« Déjà deux mois », l’éditorial de Maud Vergnol dans l’Humanité de ce jour !
Souvenez-vous, c’était il y a deux mois : le débat public saturait des appels à la haine raciste et à la guerre des civilisations, cadencé par les éructations d’Éric Zemmour. Depuis, une lame de fond a asphyxié pour un temps les paniques identitaires et ébranlé la toute-puissance néolibérale. Les syndicalistes ont délogé les faiseurs de haine des plateaux télé pour parler solidarité entre les générations et redistribution des richesses.

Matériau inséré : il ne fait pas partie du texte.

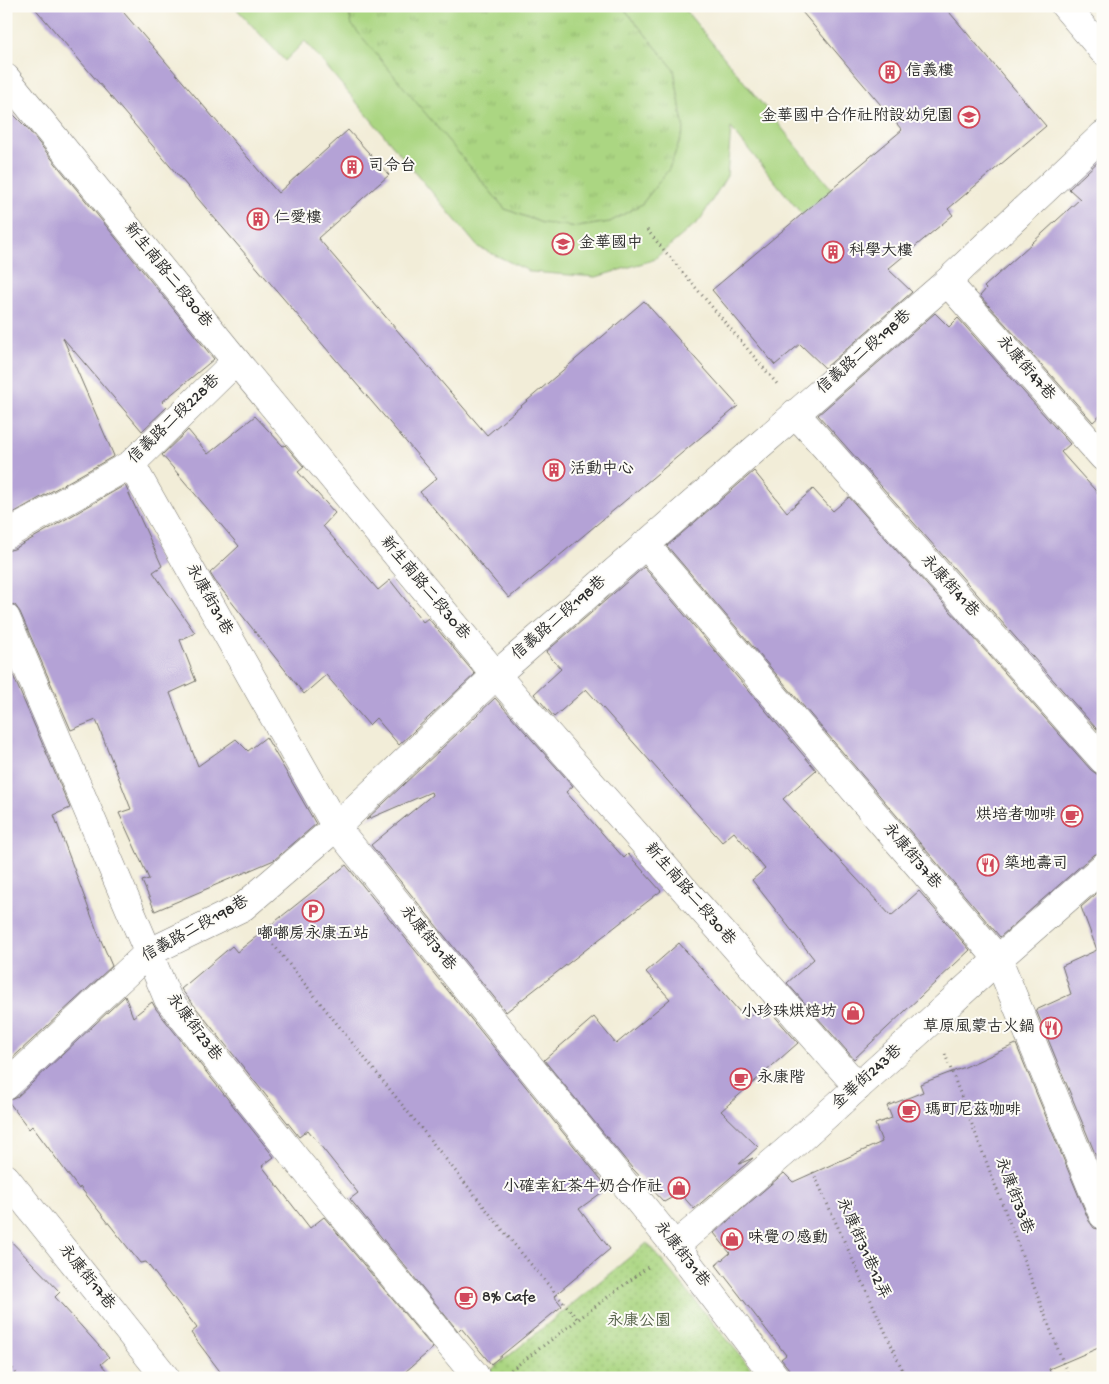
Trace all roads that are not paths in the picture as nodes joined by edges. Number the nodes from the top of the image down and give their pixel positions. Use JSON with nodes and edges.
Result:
{"nodes":[{"id":1,"x":1064,"y":6,"type":"edge"},
{"id":2,"x":1103,"y":51,"type":"edge"},
{"id":3,"x":6,"y":78,"type":"edge"},
{"id":4,"x":1103,"y":135,"type":"edge"},
{"id":5,"x":947,"y":282,"type":"junction"},
{"id":6,"x":236,"y":361,"type":"junction"},
{"id":7,"x":795,"y":413,"type":"junction"},
{"id":8,"x":1103,"y":457,"type":"edge"},
{"id":9,"x":132,"y":464,"type":"junction"},
{"id":10,"x":6,"y":535,"type":"edge"},
{"id":11,"x":645,"y":544,"type":"junction"},
{"id":12,"x":6,"y":618,"type":"edge"},
{"id":13,"x":496,"y":675,"type":"junction"},
{"id":14,"x":1103,"y":760,"type":"edge"},
{"id":15,"x":336,"y":827,"type":"junction"},
{"id":16,"x":1103,"y":867,"type":"edge"},
{"id":17,"x":148,"y":953,"type":"junction"},
{"id":18,"x":998,"y":959,"type":"junction"},
{"id":19,"x":6,"y":1086,"type":"edge"},
{"id":20,"x":858,"y":1087,"type":"junction"},
{"id":21,"x":6,"y":1178,"type":"edge"},
{"id":22,"x":1103,"y":1215,"type":"edge"},
{"id":23,"x":675,"y":1246,"type":"junction"},
{"id":24,"x":473,"y":1376,"type":"edge"},
{"id":25,"x":166,"y":1378,"type":"edge"},
{"id":26,"x":776,"y":1378,"type":"edge"}],
"edges":[{"from":1,"to":2,"type":"street"},
{"from":3,"to":6,"type":"street","name":"新生南路二段30巷"},
{"from":4,"to":5,"type":"street","name":"信義路二段198巷"},
{"from":5,"to":7,"type":"street","name":"信義路二段198巷"},
{"from":5,"to":8,"type":"street","name":"永康街47巷"},
{"from":6,"to":9,"type":"street","name":"信義路二段228巷"},
{"from":6,"to":13,"type":"street","name":"新生南路二段30巷"},
{"from":7,"to":11,"type":"street","name":"信義路二段198巷"},
{"from":7,"to":14,"type":"street","name":"永康街41巷"},
{"from":9,"to":10,"type":"street","name":"信義路二段228巷"},
{"from":9,"to":15,"type":"street","name":"永康街31巷"},
{"from":11,"to":13,"type":"street","name":"信義路二段198巷"},
{"from":11,"to":18,"type":"street","name":"永康街37巷"},
{"from":12,"to":17,"type":"street","name":"永康街23巷"},
{"from":13,"to":15,"type":"street","name":"信義路二段198巷"},
{"from":13,"to":20,"type":"street","name":"新生南路二段30巷"},
{"from":15,"to":17,"type":"street","name":"信義路二段198巷"},
{"from":15,"to":23,"type":"street","name":"永康街31巷"},
{"from":16,"to":18,"type":"street","name":"金華街243巷"},
{"from":17,"to":19,"type":"street","name":"信義路二段198巷"},
{"from":17,"to":24,"type":"street","name":"永康街23巷"},
{"from":18,"to":20,"type":"street","name":"金華街243巷"},
{"from":18,"to":22,"type":"street","name":"永康街37巷"},
{"from":20,"to":23,"type":"street","name":"金華街243巷"},
{"from":21,"to":25,"type":"street","name":"永康街17巷"},
{"from":23,"to":26,"type":"street","name":"永康街31巷"}]}
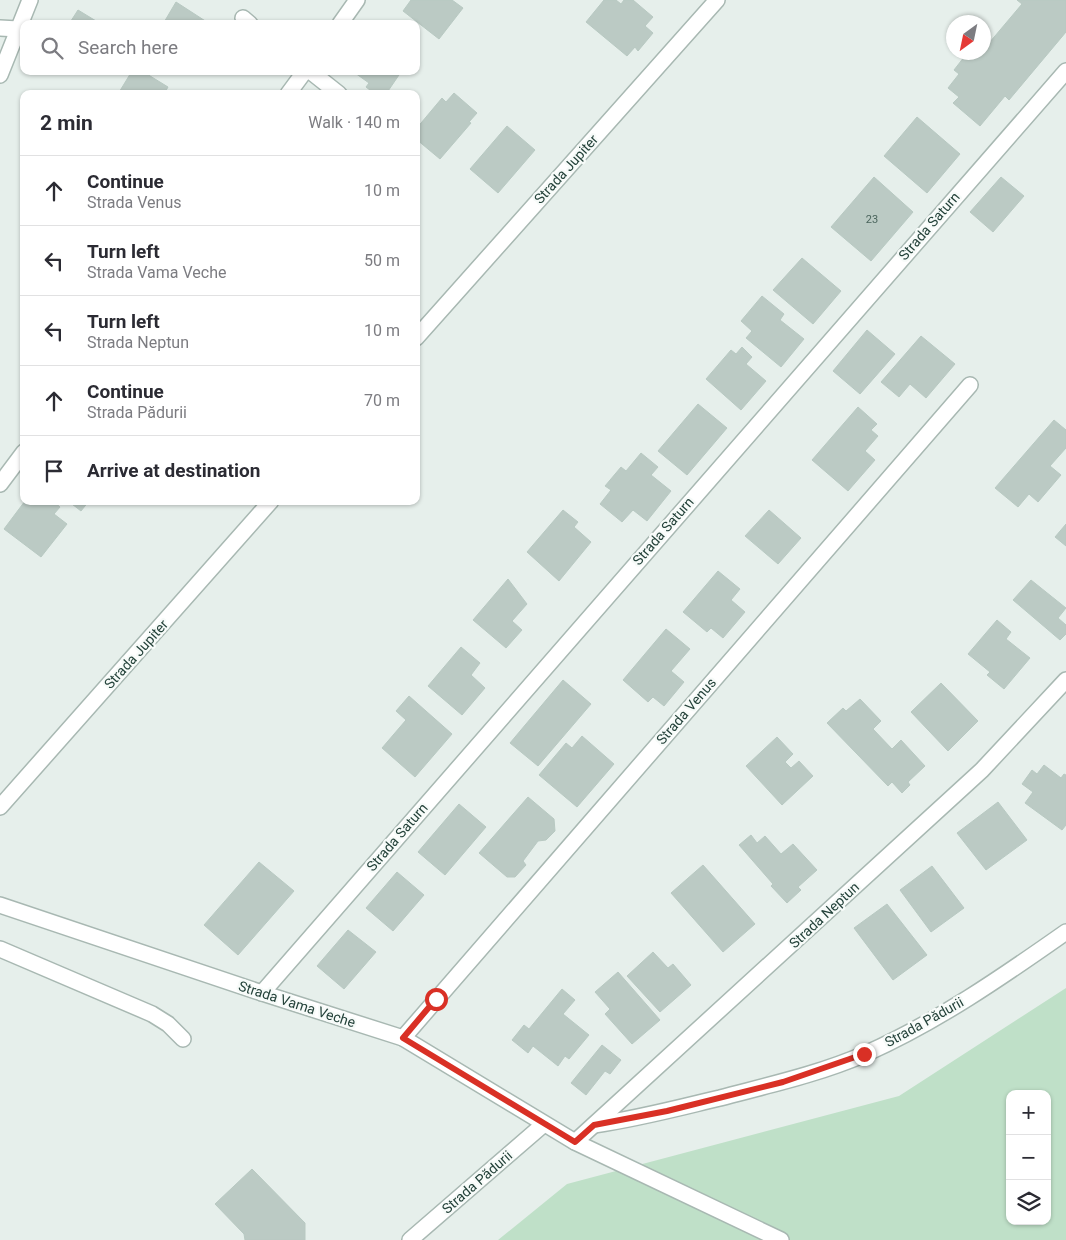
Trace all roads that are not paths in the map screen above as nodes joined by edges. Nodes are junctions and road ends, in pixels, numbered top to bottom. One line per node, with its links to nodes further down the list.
1 (30, 0): 4 (street)
2 (357, 0): 5 (street)
3 (717, 0): 15 (street, Strada Jupiter)
4 (22, 20)
5 (343, 20)
6 (20, 25): 8 (street)
7 (0, 28): 8 (street)
8 (18, 30): 10 (street)
9 (1066, 71): 25 (street, Strada Saturn)
10 (0, 75)
11 (302, 75): 13 (street)
12 (315, 75): 14 (street)
13 (291, 90)
14 (334, 90)
15 (420, 334)
16 (970, 385): 26 (street, Strada Venus)
17 (20, 457): 18 (street)
18 (0, 484)
19 (267, 505): 21 (street, Strada Jupiter)
20 (1066, 680): 29 (street, Strada Neptun)
21 (0, 807)
22 (0, 905): 25 (street, Strada Vama Veche)
23 (1066, 932): 29 (street, Strada Pădurii)
24 (0, 949): 27 (street)
25 (262, 993): 26 (street, Strada Vama Veche)
26 (403, 1038): 28 (street, Strada Vama Veche)
27 (183, 1039)
28 (544, 1124): 30 (street, Strada Vama Veche); 31 (street, Strada Pădurii)
29 (594, 1125): 30 (street, Strada Neptun)
30 (575, 1142): 32 (street, Strada Vama Veche)
31 (410, 1240)
32 (781, 1240)

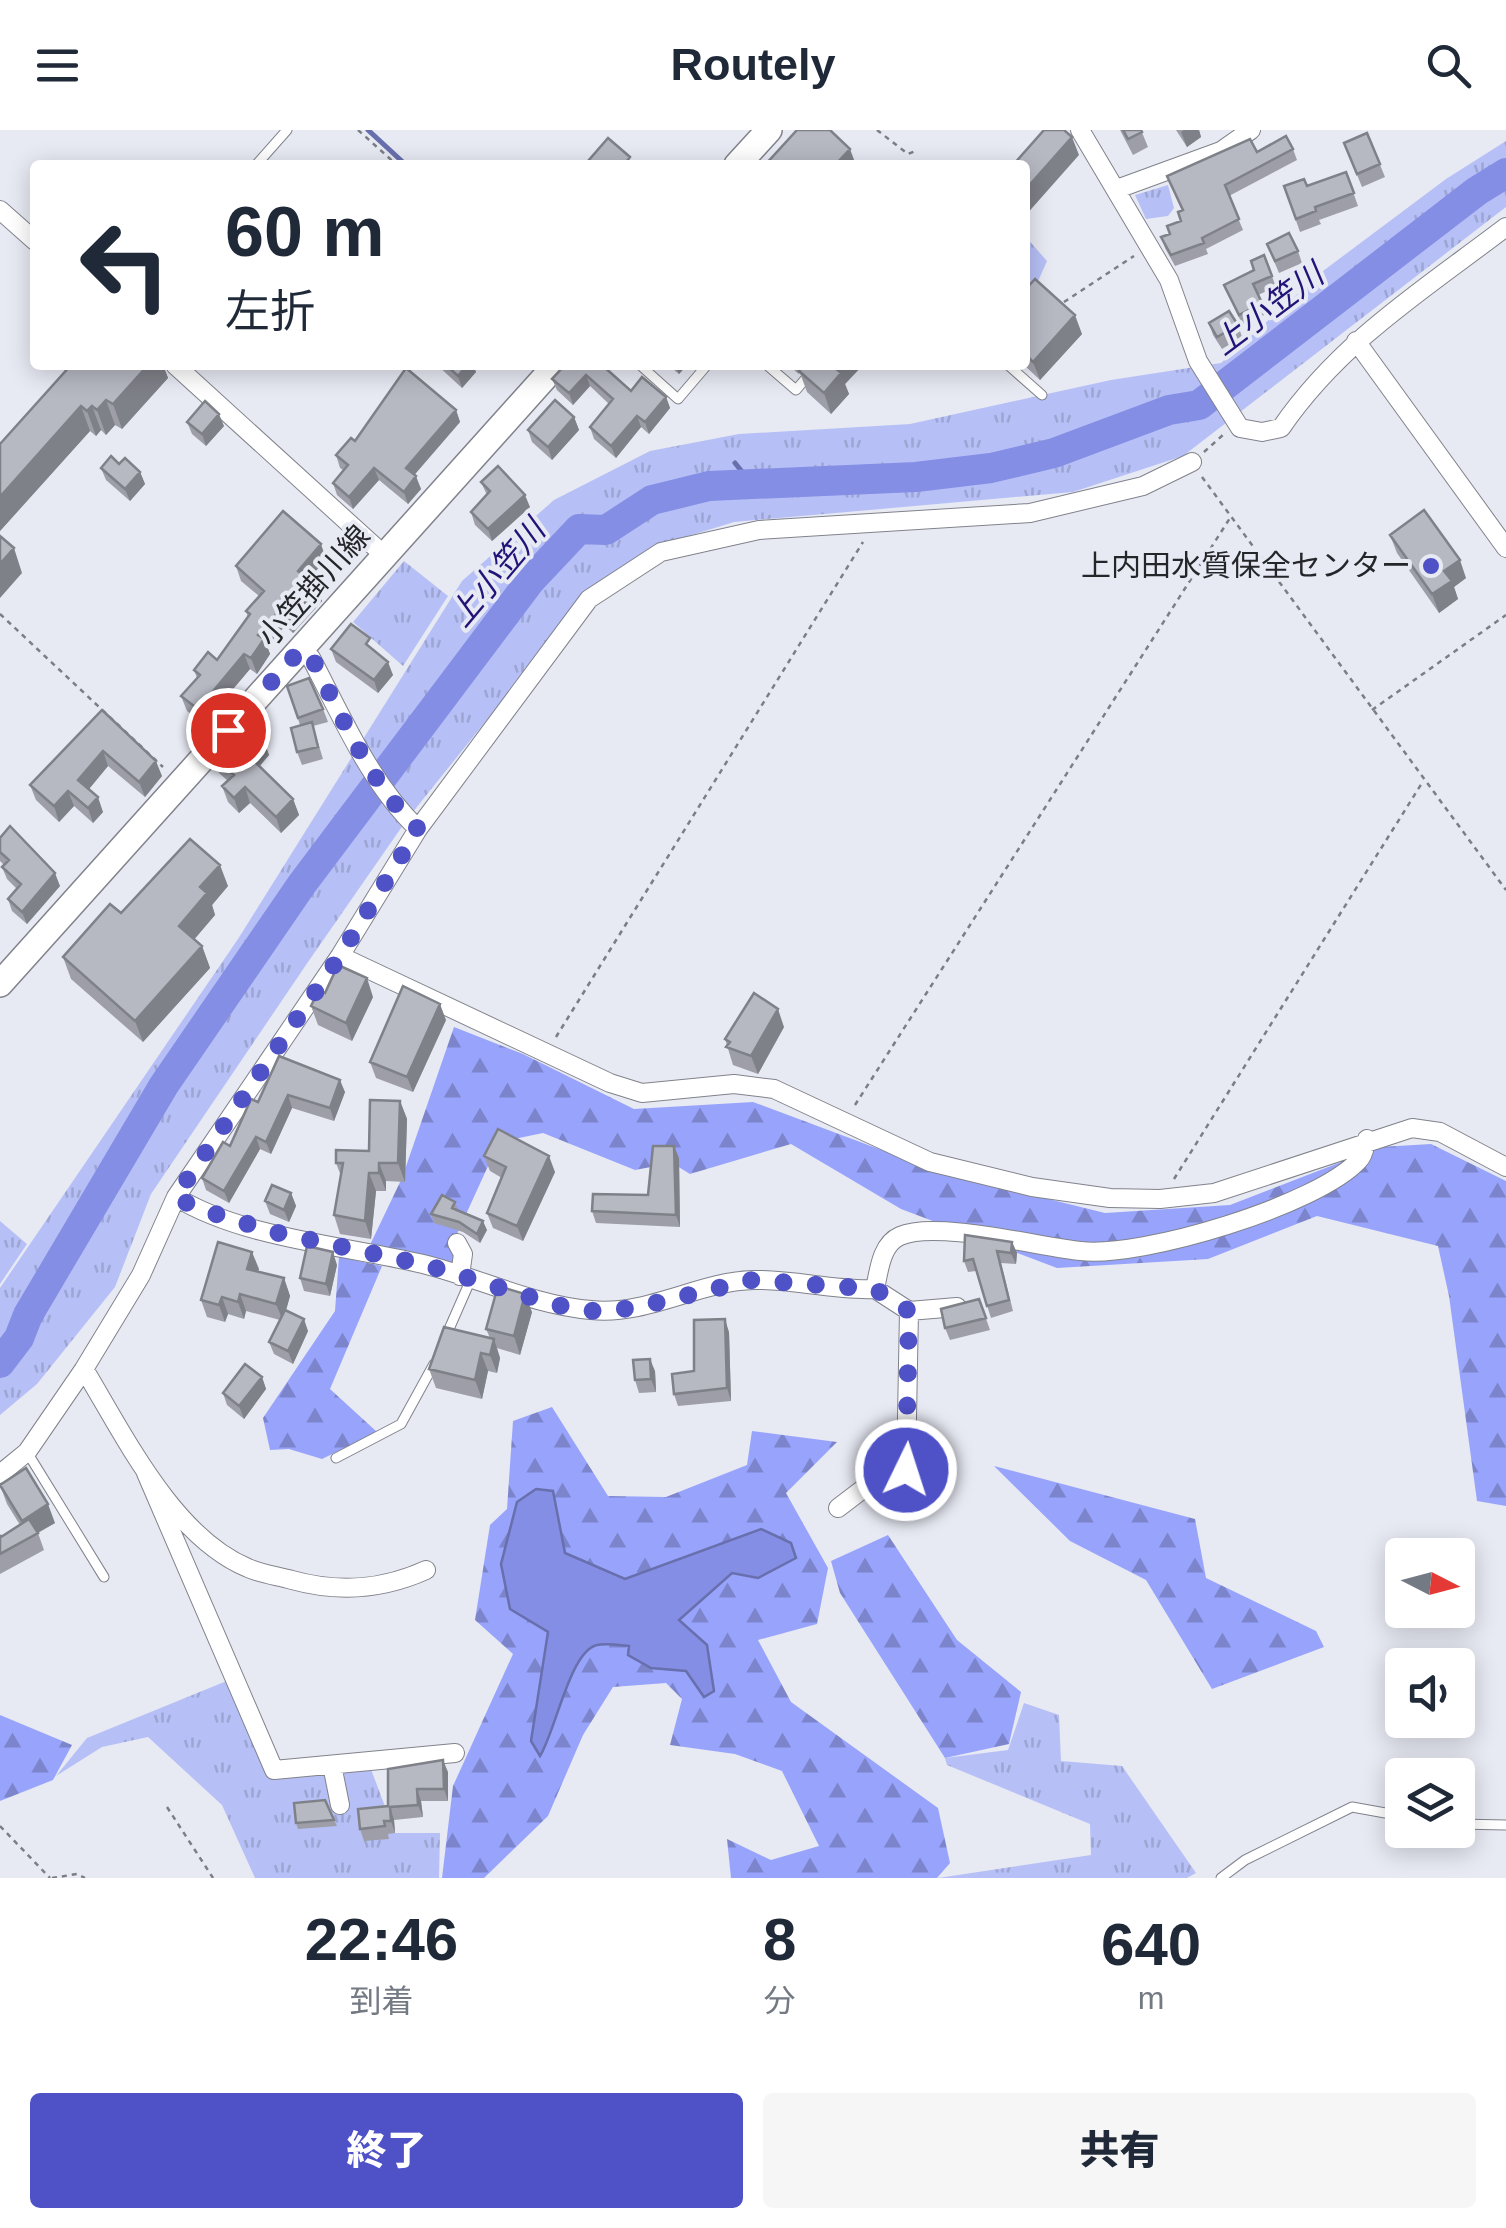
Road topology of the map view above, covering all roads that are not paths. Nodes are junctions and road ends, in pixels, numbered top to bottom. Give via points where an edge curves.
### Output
1 (287, 130) edge
2 (1080, 130) edge
3 (1251, 130) edge
4 (755, 135) edge
5 (260, 160) edge
6 (740, 160) edge
7 (1116, 190) junction
8 (0, 210) edge
9 (1506, 228) edge
10 (30, 236) edge
11 (1356, 341) junction
12 (180, 370) edge
13 (552, 370) edge
14 (646, 370) edge
15 (703, 370) edge
16 (772, 370) edge
17 (813, 370) edge
18 (1014, 370) edge
19 (1042, 395) dead end
20 (1192, 462) road end
21 (1506, 548) edge
22 (385, 556) junction
23 (301, 649) junction
24 (418, 829) junction
25 (340, 956) junction
26 (0, 984) edge
27 (1367, 1139) junction
28 (1506, 1167) edge
29 (176, 1196) junction
30 (457, 1242) dead end
31 (466, 1277) junction
32 (875, 1289) junction
33 (958, 1307) edge
34 (909, 1311) junction
35 (443, 1343) edge
36 (436, 1359) edge
37 (84, 1368) junction
38 (27, 1452) junction
39 (336, 1458) dead end
40 (146, 1472) junction
41 (0, 1474) edge
42 (838, 1508) dead end
43 (426, 1570) dead end
44 (104, 1577) dead end
45 (454, 1753) dead end
46 (332, 1764) junction
47 (340, 1805) dead end
48 (1385, 1813) edge
49 (1475, 1824) edge
50 (1506, 1825) edge
51 (1221, 1878) edge

1 - 5 lane
2 - 7 street
3 - 7 street via 1221,151
4 - 6 main road
7 - 11 street via 1176,296 1198,361 1232,415 1262,432 1281,428 1313,381
8 - 10 street
9 - 11 street
11 - 21 street
12 - 22 street
13 - 22 main road, 小笠掛川線
14 - 15 lane via 678,398
16 - 17 lane via 796,390
18 - 19 lane
20 - 24 street via 1143,486 1030,513 758,530 661,552 590,599
22 - 23 main road, 小笠掛川線
23 - 24 street via 312,658 366,762
23 - 26 main road, 小笠掛川線
24 - 25 street
25 - 27 street via 610,1083 642,1092 734,1084 774,1089 930,1162 1032,1187 1160,1200 1214,1193
25 - 29 street
27 - 28 street via 1412,1128 1440,1132
27 - 32 street via 1362,1158 1326,1185 1224,1228 1133,1248 1084,1252 1033,1241 898,1236 885,1248
29 - 31 street via 274,1232
29 - 37 street via 141,1275
30 - 31 street
31 - 32 street via 594,1311 752,1280
31 - 35 lane
32 - 34 street
33 - 34 street
34 - 42 street via 906,1470 880,1476
36 - 39 lane via 401,1424
37 - 38 street
37 - 40 street
38 - 41 street
38 - 44 lane
40 - 43 street via 210,1546 247,1568 338,1591 398,1583
40 - 46 street via 274,1770
45 - 46 street
46 - 47 street
48 - 51 lane via 1352,1808
49 - 50 lane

Dans ce moment de grande politisation, la laborieuse « pédagogie » gouvernementale sur l’universalité prétendue de son projet n’a pas résisté longtemps face aux faits : une réforme de régression sociale qui vise uniquement à gaver les géants de la finance, frustrés par la faible part de l’épargne individuelle dans le système de retraite français. Le premier étage d’une fusée qui vise à détruire dans la foulée la Sécurité sociale et la fonction publique. Mais, en deux mois, ni les mensonges et manipulations, ni la terrible répression qui s’abat sur les grévistes et les manifestants ne sont parvenus à éteindre ce mouvement inédit, toujours soutenu par l’opinion publique. Si l’enjeu des retraites provoque une telle cristallisation, c’est qu’il touche dans le mille d’un choix de société, la jungle individualiste, qu’une grande majorité de citoyens rejettent. C’est d’ailleurs la force de ce mouvement inédit, d’avoir su réunir dans un même combat cheminots et avocats, aides-soignantes et médecins, chanteurs de l’Opéra et chauffeurs de métro, dans des modes de luttes joyeux et inventifs. Les syndicats, que l’ordolibéralisme voulait réduire à un patrimoine du « vieux monde » font chaque jour la démonstration de leur utilité et de leur capacité à se transformer.
La place prépondérante des féministes dans les cortèges démontre que plus aucun mouvement social ne fera désormais l’économie des femmes. Ce tournant majeur peut ouvrir des pages prometteuses pour de prochaines conquêtes sociales. Tout comme le souffle de cette mobilisation peut gonfler les voiles de la gauche, à condition qu’elle prenne le vent dans le bon sens.